* _Data to use_
--- START ---

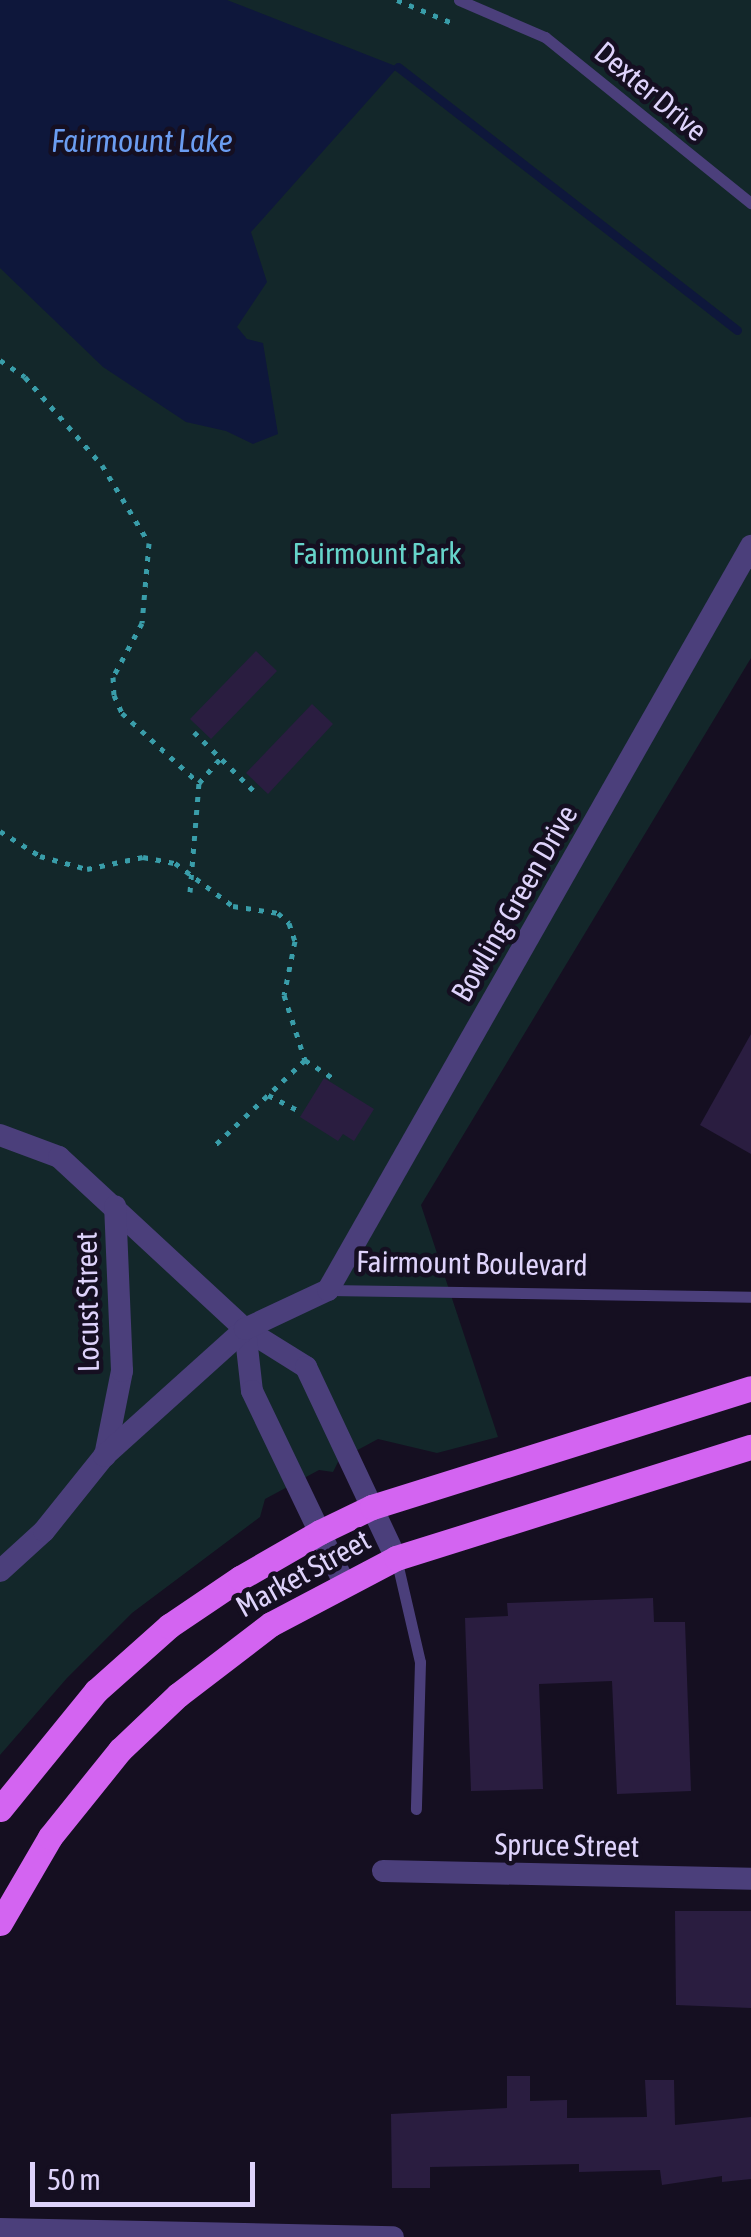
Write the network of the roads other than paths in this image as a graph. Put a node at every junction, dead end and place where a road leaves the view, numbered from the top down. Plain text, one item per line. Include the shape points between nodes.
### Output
1 (459, 0) edge
2 (751, 203) edge
3 (751, 546) edge
4 (0, 1134) edge
5 (115, 1206) junction
6 (328, 1290) junction
7 (751, 1297) edge
8 (245, 1329) junction
9 (751, 1388) edge
10 (751, 1446) edge
11 (104, 1456) junction
12 (372, 1507) junction
13 (320, 1532) junction
14 (396, 1558) junction
15 (0, 1571) edge
16 (344, 1583) junction
17 (0, 1809) edge
18 (416, 1809) dead end
19 (383, 1871) dead end
20 (751, 1878) edge
21 (0, 1923) edge
22 (0, 2229) edge
23 (393, 2237) edge

1 - 2 lane, Dexter Drive via 545,37
3 - 6 street, Bowling Green Drive
4 - 5 street, Locust Street via 58,1156
5 - 8 street, Locust Street
5 - 11 street, Locust Street via 122,1371
6 - 7 lane, Fairmount Boulevard
6 - 8 street, Fairmount Boulevard
8 - 11 street, Fairmount Boulevard
8 - 12 street via 306,1367
8 - 13 street via 252,1391
9 - 12 main road, Market Street
10 - 14 main road, Market Street
11 - 15 street, Fairmount Boulevard via 44,1531
12 - 13 main road, Market Street
12 - 14 street
13 - 16 street
13 - 17 main road, Market Street via 169,1626 96,1691
14 - 16 main road, Market Street
14 - 18 lane via 420,1662
16 - 21 main road, Market Street via 234,1650 144,1726 50,1837
19 - 20 street, Spruce Street
22 - 23 street

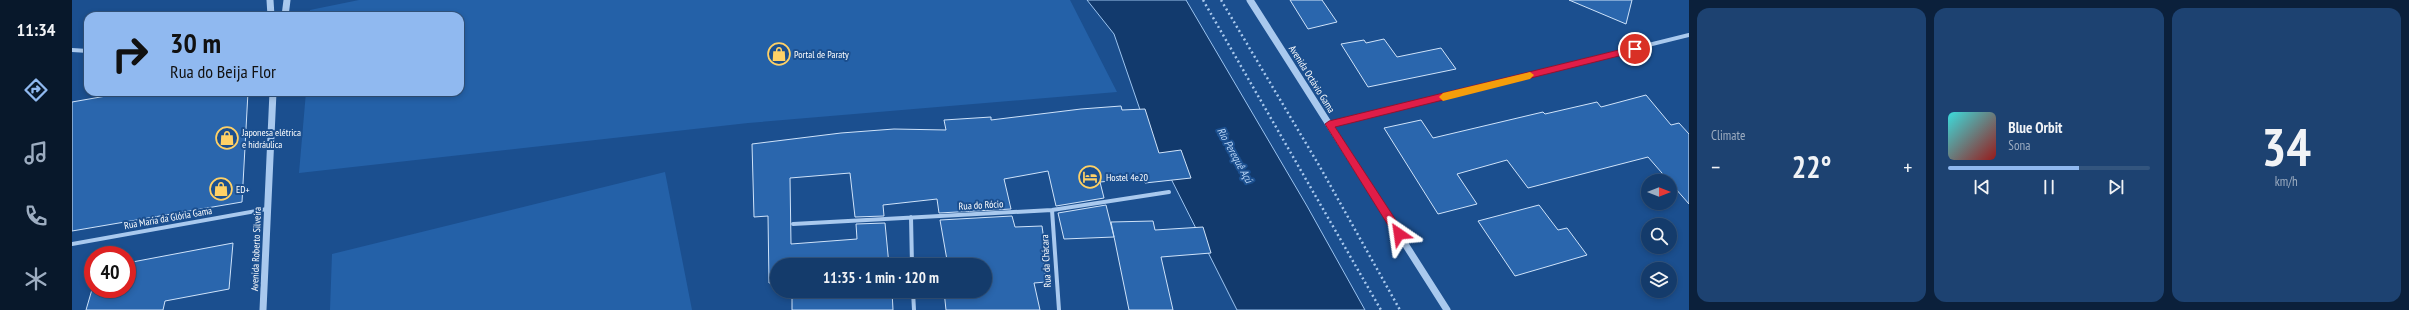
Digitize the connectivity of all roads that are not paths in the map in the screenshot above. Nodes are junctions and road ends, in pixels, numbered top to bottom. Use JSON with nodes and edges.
{"nodes":[{"id":1,"x":270,"y":0,"type":"edge"},
{"id":2,"x":287,"y":0,"type":"edge"},
{"id":3,"x":1250,"y":0,"type":"edge"},
{"id":4,"x":271,"y":12,"type":"edge"},
{"id":5,"x":286,"y":12,"type":"edge"},
{"id":6,"x":1689,"y":35,"type":"edge"},
{"id":7,"x":72,"y":50,"type":"edge"},
{"id":8,"x":84,"y":51,"type":"edge"},
{"id":9,"x":273,"y":96,"type":"edge"},
{"id":10,"x":1329,"y":124,"type":"junction"},
{"id":11,"x":1169,"y":192,"type":"dead end"},
{"id":12,"x":268,"y":209,"type":"junction"},
{"id":13,"x":1052,"y":210,"type":"junction"},
{"id":14,"x":911,"y":217,"type":"junction"},
{"id":15,"x":793,"y":224,"type":"dead end"},
{"id":16,"x":72,"y":244,"type":"edge"},
{"id":17,"x":912,"y":258,"type":"edge"},
{"id":18,"x":913,"y":298,"type":"edge"},
{"id":19,"x":263,"y":310,"type":"edge"},
{"id":20,"x":914,"y":310,"type":"edge"},
{"id":21,"x":1059,"y":310,"type":"edge"},
{"id":22,"x":1447,"y":310,"type":"edge"}],
"edges":[{"from":1,"to":4,"type":"street"},
{"from":2,"to":5,"type":"street"},
{"from":3,"to":10,"type":"street","name":"Avenida Octávio Gama"},
{"from":6,"to":10,"type":"street"},
{"from":7,"to":8,"type":"street"},
{"from":9,"to":12,"type":"street","name":"Avenida Roberto Silveira"},
{"from":10,"to":22,"type":"street","name":"Avenida Octávio Gama"},
{"from":11,"to":13,"type":"street","name":"Rua do Rócio"},
{"from":12,"to":16,"type":"street","name":"Rua Maria da Glória Gama"},
{"from":12,"to":19,"type":"street","name":"Avenida Roberto Silveira"},
{"from":13,"to":14,"type":"street","name":"Rua do Rócio"},
{"from":13,"to":21,"type":"street","name":"Rua da Chácara"},
{"from":14,"to":15,"type":"street","name":"Rua do Rócio"},
{"from":14,"to":17,"type":"street"},
{"from":18,"to":20,"type":"street"}]}
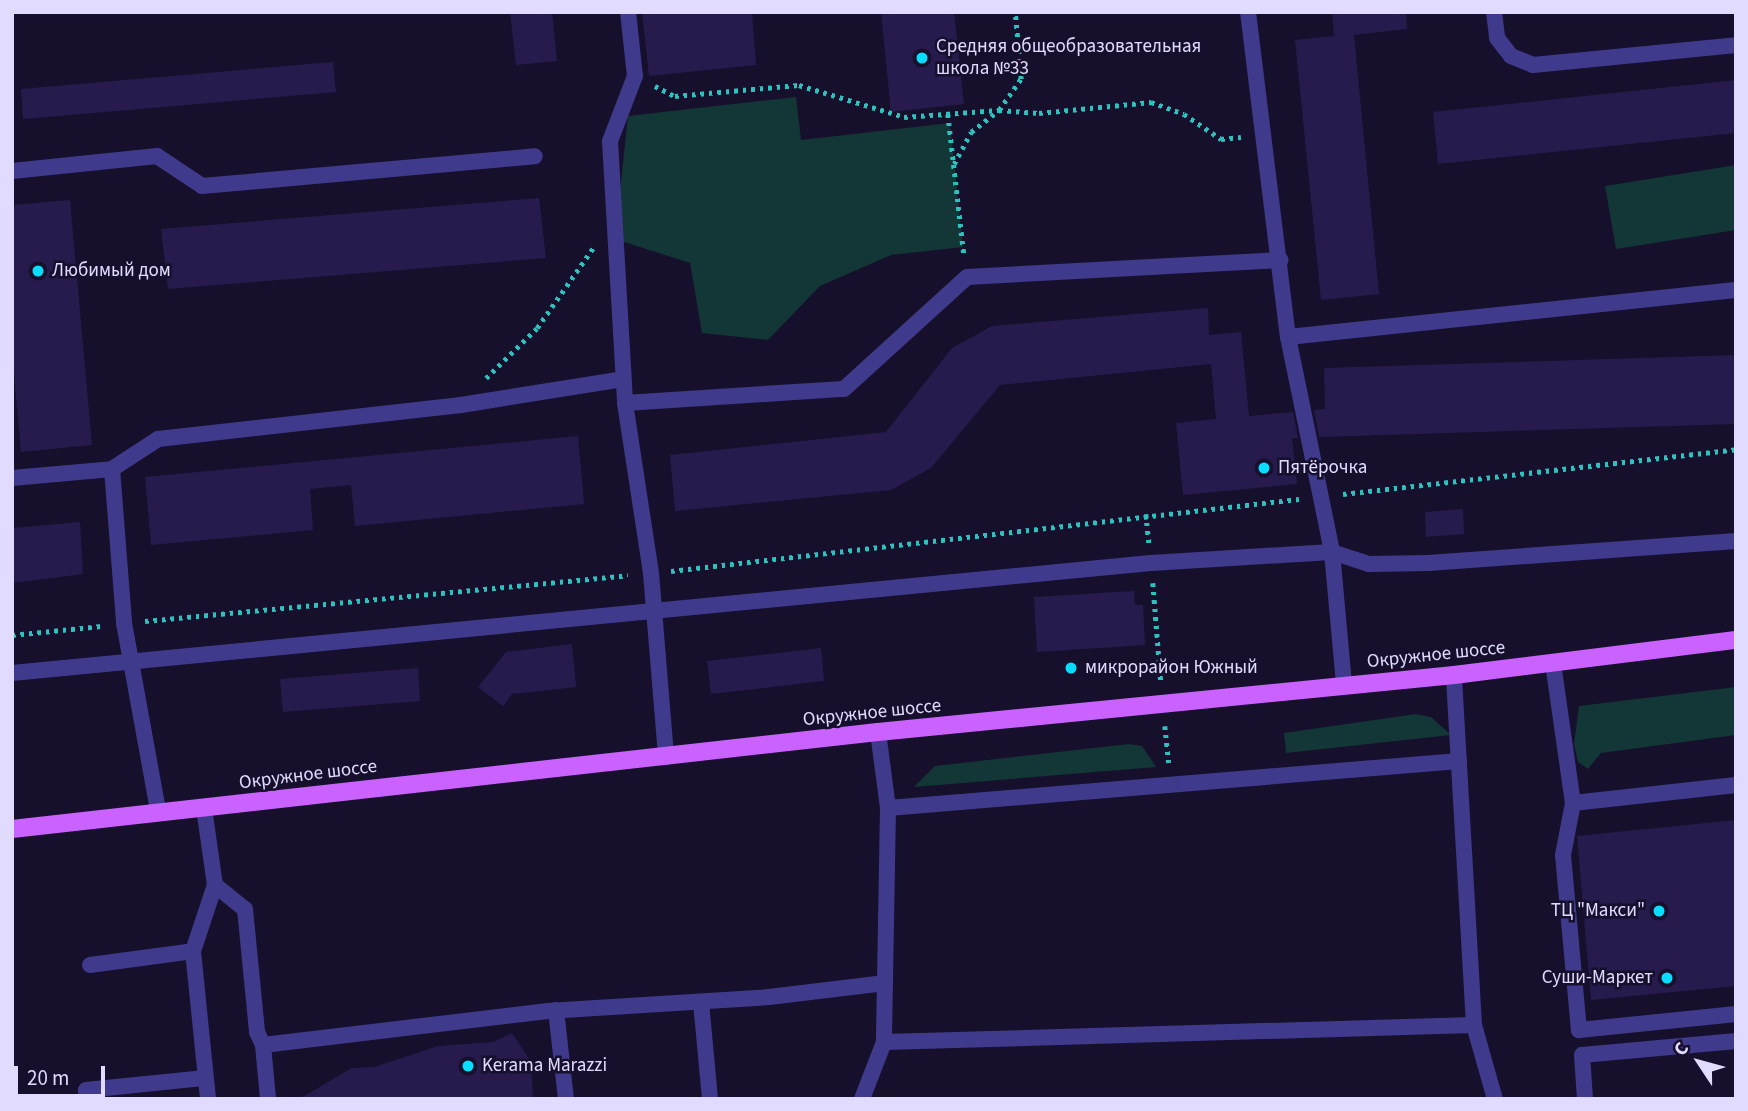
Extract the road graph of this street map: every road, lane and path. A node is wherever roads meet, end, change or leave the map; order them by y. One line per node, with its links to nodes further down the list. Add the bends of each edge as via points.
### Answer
1 (628, 12): 6 (lane)
2 (1015, 12): 7 (path, via 1021,79)
3 (1248, 12): 9 (lane)
4 (1494, 12): 5 (lane, via 1497,38 1511,56 1533,65)
5 (1736, 45)
6 (635, 76): 8 (path, via 675,96 799,85 904,117); 13 (lane, via 610,141)
7 (999, 110): 8 (path); 9 (path, via 1039,113 1150,102 1184,114 1221,139); 11 (path, via 971,132)
8 (948, 114): 11 (path)
9 (1265, 134): 14 (lane)
10 (535, 156): 12 (lane, via 202,186 157,156)
11 (954, 164): 15 (path)
12 (12, 171)
13 (614, 218): 18 (lane); 20 (path, via 537,328)
14 (1281, 260): 15 (lane); 17 (lane)
15 (967, 277): 19 (lane, via 844,389)
16 (1736, 290): 17 (lane)
17 (1288, 337): 24 (lane)
18 (623, 380): 19 (lane); 20 (lane)
19 (625, 403): 29 (lane)
20 (461, 405): 22 (lane, via 158,439)
21 (1736, 449): 24 (path)
22 (112, 469): 23 (lane); 31 (lane)
23 (12, 478)
24 (1321, 496): 25 (path); 27 (lane)
25 (1146, 514): 28 (path); 29 (path)
26 (1736, 541): 27 (lane, via 1428,563 1369,564)
27 (1332, 552): 28 (lane); 38 (lane)
28 (1151, 563): 30 (lane); 39 (path)
29 (651, 573): 30 (lane); 31 (path)
30 (654, 610): 34 (lane); 41 (lane)
31 (124, 623): 32 (path); 34 (lane)
32 (12, 635)
33 (1736, 640): 35 (main road, Окружное шоссе)
34 (131, 663): 36 (lane); 48 (lane)
35 (1553, 663): 37 (main road, Окружное шоссе); 45 (lane)
36 (12, 673)
37 (1454, 676): 38 (main road, Окружное шоссе); 42 (lane)
38 (1343, 685): 39 (main road, Окружное шоссе)
39 (1163, 706): 40 (main road, Окружное шоссе); 43 (path)
40 (878, 732): 41 (main road, Окружное шоссе); 47 (lane)
41 (666, 757): 46 (main road, Окружное шоссе)
42 (1459, 761): 43 (lane); 57 (lane)
43 (1171, 784): 47 (lane)
44 (1736, 785): 45 (lane)
45 (1573, 803): 56 (lane, via 1563,855 1579,1030)
46 (204, 808): 48 (main road, Окружное шоссе); 50 (lane)
47 (888, 808): 53 (lane)
48 (158, 811): 49 (main road, Окружное шоссе)
49 (12, 829)
50 (215, 885): 51 (lane); 60 (lane, via 245,909 257,1032)
51 (193, 951): 52 (lane); 61 (lane)
52 (90, 965)
53 (885, 983): 54 (lane); 59 (lane)
54 (701, 1002): 55 (lane); 66 (lane)
55 (556, 1010): 60 (lane); 65 (lane)
56 (1736, 1014)
57 (1474, 1025): 59 (lane); 68 (lane)
58 (1736, 1041): 69 (lane, via 1582,1055)
59 (884, 1042): 67 (lane)
60 (263, 1045): 64 (lane)
61 (205, 1078): 62 (lane, via 86,1090); 63 (lane)
62 (87, 1099)
63 (208, 1099)
64 (268, 1099)
65 (566, 1099)
66 (710, 1099)
67 (862, 1099)
68 (1495, 1099)
69 (1585, 1099)

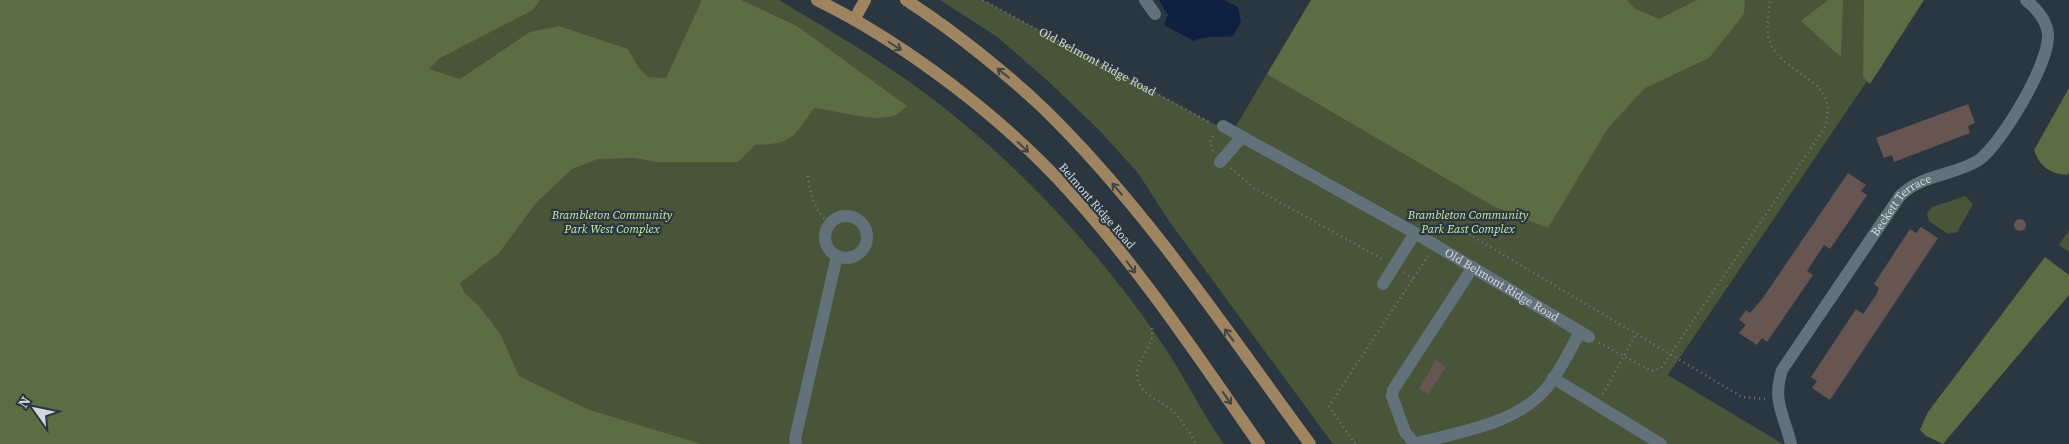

--- END ---

* _Task to carry out_
Provide a count of the lines in the data above that include the word "with", stating the number alone.

* _Output for this task_
2